Friedman’s columns are chapters for books that explain how the merciless corporate destruction of any social order devoted to economic justice and a good functioning nation is really only progress, the pursuit of innovation and serving the global appetite for consumer electronics and social networking software.
It’s purely coincidental that I hate all that stuff.
From the content/word cloup app at GlobalSecurity.Org, in working over copy mirrored there.
Unless, maybe, you’re a fanboi of The Dangerous Room of Examining US Tech for Killing Other People, All Smaller and Poorer blog, you can smile at the accidental poetry software makes of a collection of DD-minted slurs and pejoratives used to more accurately describe the world of national security.
Moe is dead, of course. Persecuting Paupers, Maim People and National Security Business sound like good names for indie bands in some college town.
Or you can work for free on Amazon Mechanical Turk.
Yeah, really, there are tons of “human intelligence tasks” on Amazon/MTurk that pay $0.00. Presumably, you’re encouraged to do them so you learn how to not fuck up and can build your HIT number so that your qualifications and experience are enough to get you into the rarefied environs of those that pay 2 – 17 cents per job.
In the past, workers with average skills, doing an average job, could earn an average lifestyle. But, today, average is officially over. Being average just won’t earn you what it used to. It can’t when so many more employers have so much more access to so much more above average cheap foreign labor, cheap robotics, cheap software, cheap automation and cheap genius. Therefore, everyone needs to find their extra — their unique value contribution that makes them stand out in whatever is their field of employment. Average is over.

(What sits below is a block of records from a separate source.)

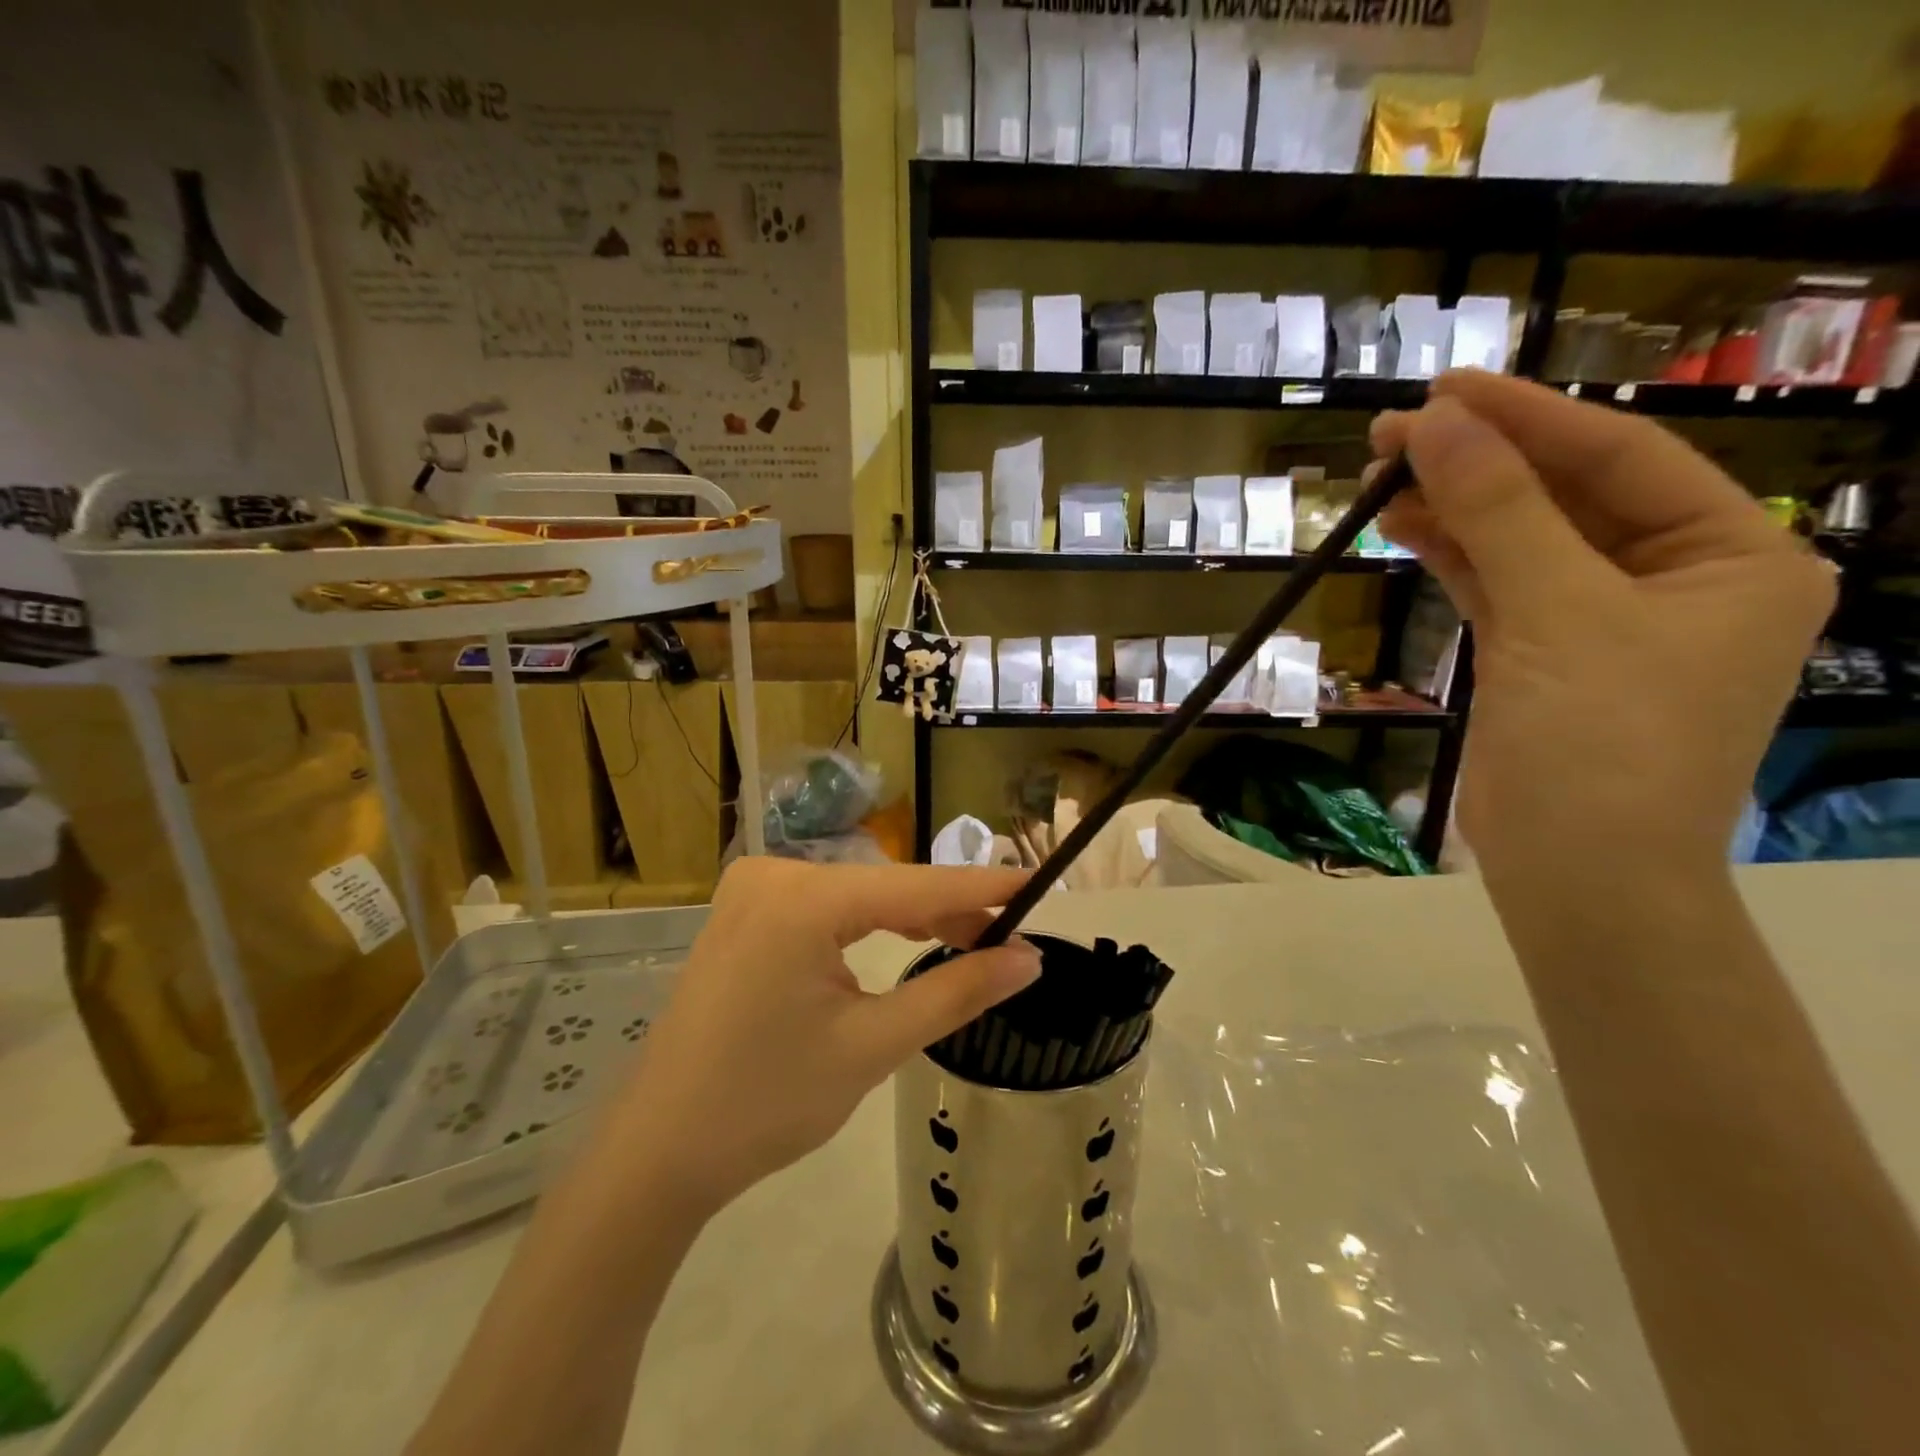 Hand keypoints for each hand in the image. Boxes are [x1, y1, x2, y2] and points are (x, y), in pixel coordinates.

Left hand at [596, 859, 1039, 1214]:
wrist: (659, 1151)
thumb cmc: (766, 1104)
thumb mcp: (873, 1046)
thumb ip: (957, 992)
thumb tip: (1029, 959)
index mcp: (802, 899)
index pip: (917, 885)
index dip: (985, 884)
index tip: (1043, 882)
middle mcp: (775, 874)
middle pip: (887, 886)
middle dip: (950, 909)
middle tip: (1011, 937)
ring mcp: (753, 889)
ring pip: (859, 894)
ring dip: (913, 916)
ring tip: (971, 941)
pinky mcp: (745, 912)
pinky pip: (827, 906)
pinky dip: (870, 922)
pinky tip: (904, 938)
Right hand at [1370, 371, 1833, 887]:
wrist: (1578, 869)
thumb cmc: (1601, 740)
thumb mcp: (1556, 613)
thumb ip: (1499, 512)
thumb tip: (1436, 426)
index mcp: (1732, 556)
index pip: (1620, 459)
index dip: (1528, 420)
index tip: (1445, 390)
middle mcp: (1676, 577)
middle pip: (1566, 495)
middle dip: (1480, 463)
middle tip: (1394, 433)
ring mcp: (1603, 618)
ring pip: (1523, 540)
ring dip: (1456, 507)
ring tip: (1382, 474)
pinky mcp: (1544, 652)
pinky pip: (1498, 584)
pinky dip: (1452, 556)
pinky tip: (1403, 526) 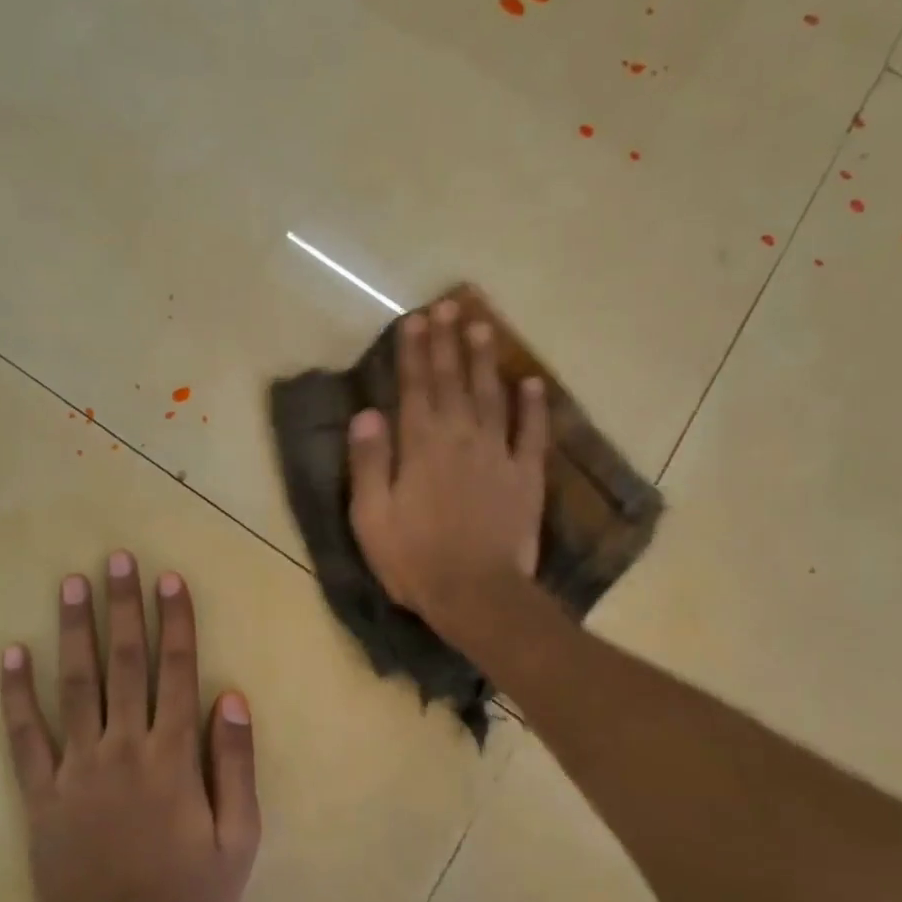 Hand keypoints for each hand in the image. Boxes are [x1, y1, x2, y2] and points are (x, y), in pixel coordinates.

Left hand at [0, 552, 259, 901]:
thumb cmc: (189, 899)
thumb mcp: (238, 839)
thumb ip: (236, 765)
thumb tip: (233, 697)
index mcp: (173, 757)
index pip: (177, 672)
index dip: (175, 622)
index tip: (168, 579)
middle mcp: (124, 748)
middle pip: (126, 664)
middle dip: (123, 608)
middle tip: (116, 560)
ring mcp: (76, 769)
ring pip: (76, 685)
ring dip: (74, 631)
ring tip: (71, 584)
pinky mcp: (40, 795)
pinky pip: (25, 737)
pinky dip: (16, 694)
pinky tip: (11, 654)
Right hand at [348, 300, 548, 635]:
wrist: (477, 594)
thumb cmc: (414, 559)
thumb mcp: (372, 517)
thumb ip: (369, 462)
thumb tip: (366, 413)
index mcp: (421, 446)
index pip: (415, 387)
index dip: (414, 352)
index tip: (415, 320)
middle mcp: (461, 438)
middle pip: (453, 382)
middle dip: (448, 343)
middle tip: (448, 307)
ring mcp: (498, 455)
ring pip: (492, 396)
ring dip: (486, 361)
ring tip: (484, 327)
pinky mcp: (526, 477)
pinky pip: (533, 433)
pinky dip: (535, 407)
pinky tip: (533, 383) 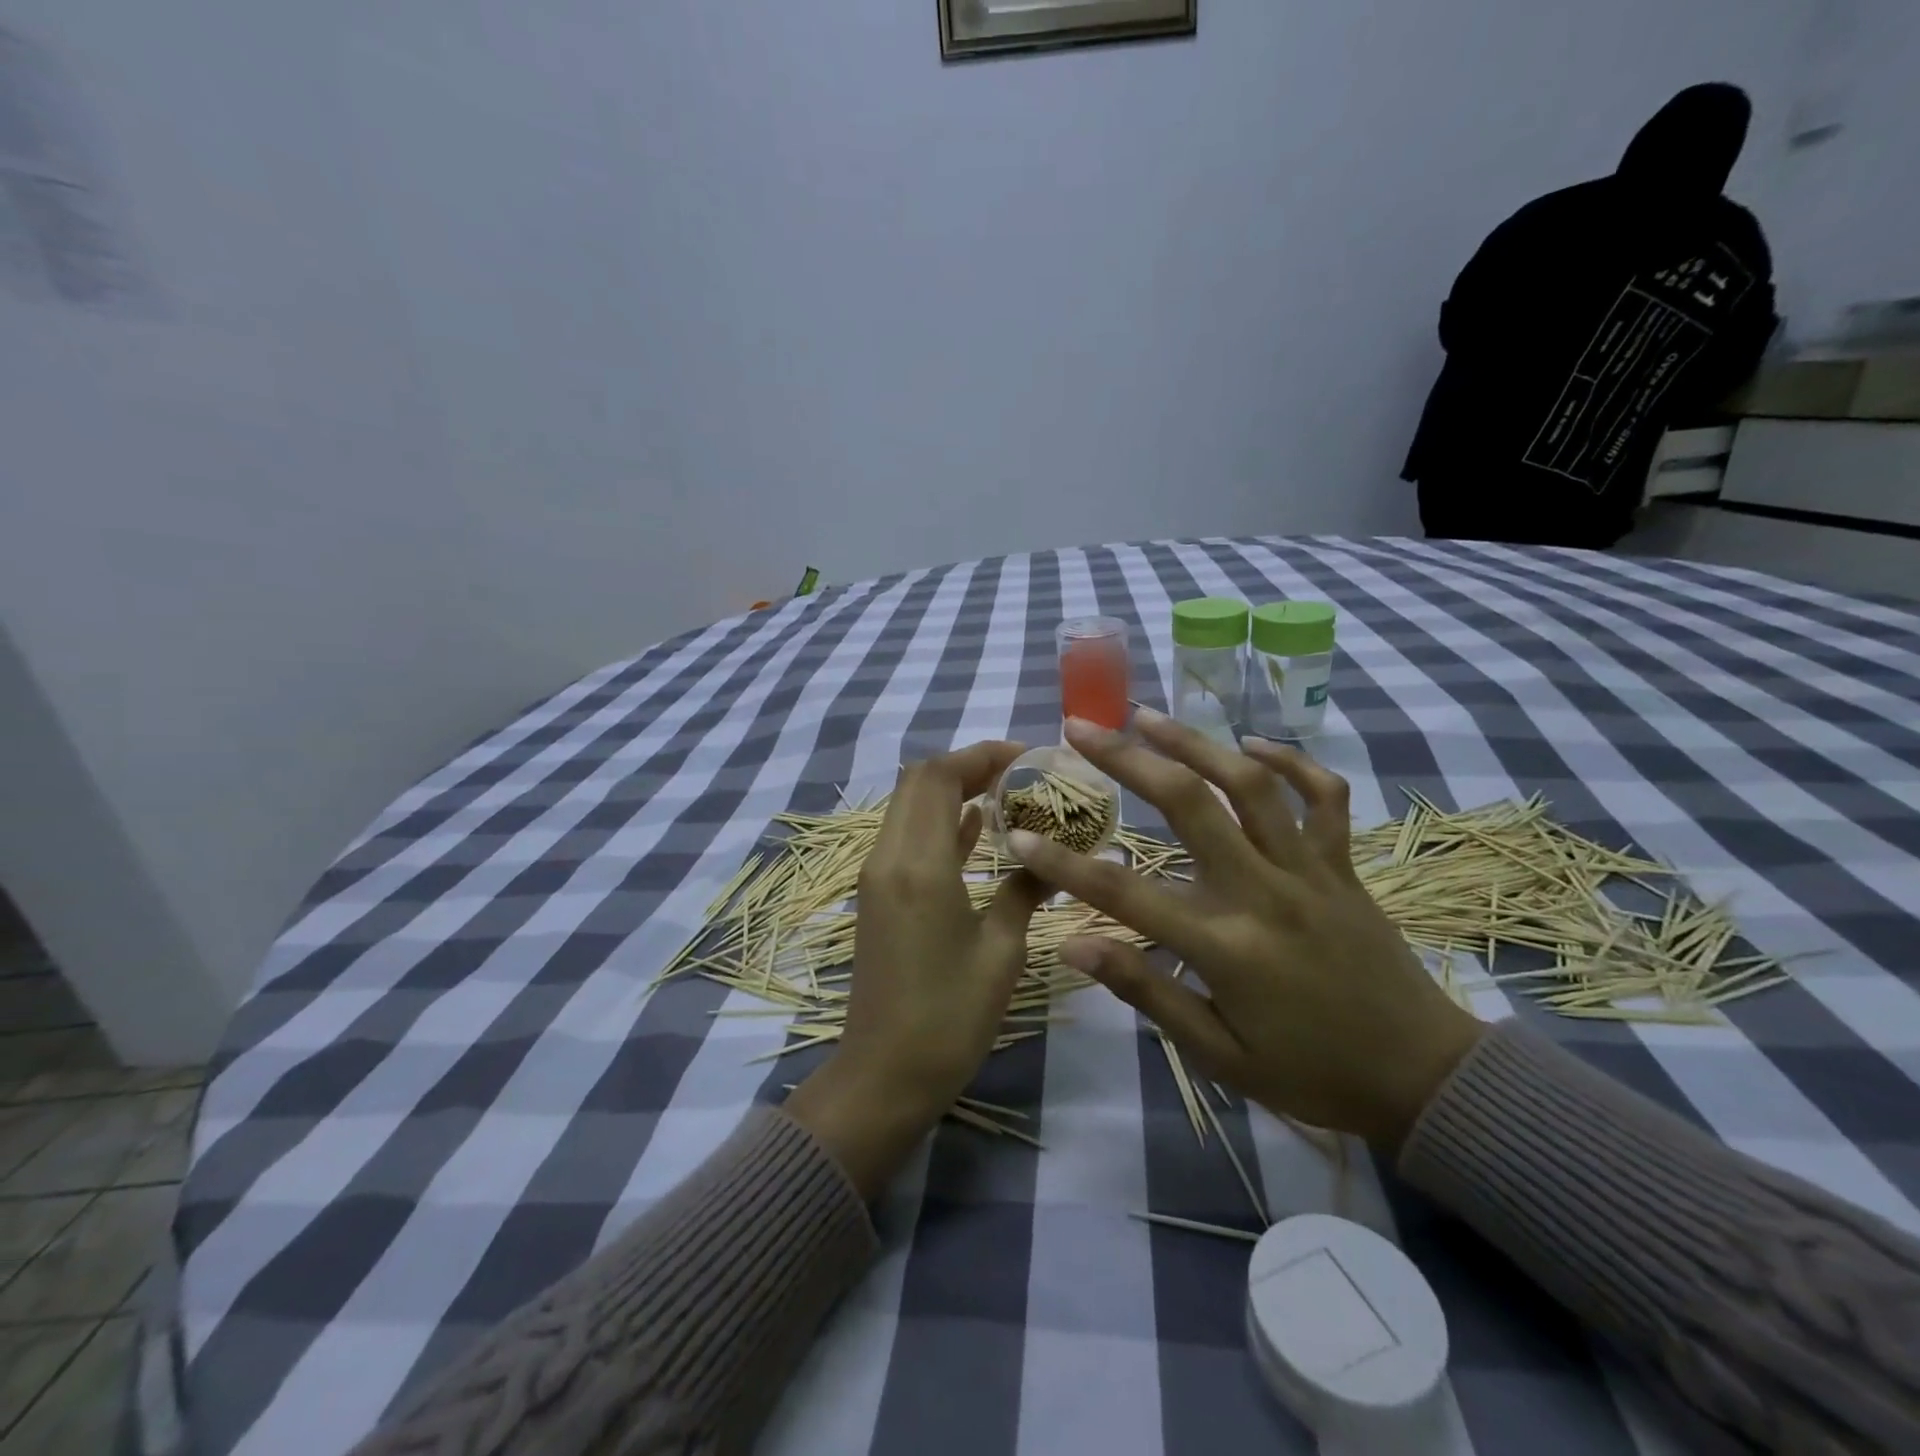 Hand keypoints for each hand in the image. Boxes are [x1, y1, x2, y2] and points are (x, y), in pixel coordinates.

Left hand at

And you ain’t seen nothin’ yet. Last April, Annie Lowrey of Slate wrote about a start-up called “E la Carte??? that is out to shrink the need for waiters and waitresses: The company “has produced a kind of souped-up iPad that lets you order and pay right at your table. The brainchild of a bunch of M.I.T. engineers, the nifty invention, known as the Presto, might be found at a restaurant near you soon. … You select what you want to eat and add items to a cart. Depending on the restaurant’s preferences, the console could show you nutritional information, ingredients lists and photographs. You can make special requests, like ‘dressing on the side’ or ‘quintuple bacon.’ When you’re done, the order zings over to the kitchen, and the Presto tells you how long it will take for your items to come out. … Bored with your companions? Play games on the machine. When you’re through with your meal, you pay on the console, splitting the bill item by item if you wish and paying however you want. And you can have your receipt e-mailed to you. … Each console goes for $100 per month. If a restaurant serves meals eight hours a day, seven days a week, it works out to 42 cents per hour per table — making the Presto cheaper than even the very cheapest waiter.???
Since this was invented by boffins from MIT it’s already much better than the elimination of polio in the United States. I mean, creating an app to rid restaurants of people who already earn crap is a whole lot more cool than giving away a cure to save people from iron lungs and crutches.
Anyway, I can imagine tens of thousands of people who would really like this all the time. All with iKit.
None of whom I ever want to meet. Although I may have actually met a couple in the last ten years. But we knew how to avoid each other from then on.
Which just goes to show Friedman is absolutely right. Eating unencumbered by others with your face down in multiple computing devices is common in lotsa places now. More fool you if you find such people complete boors.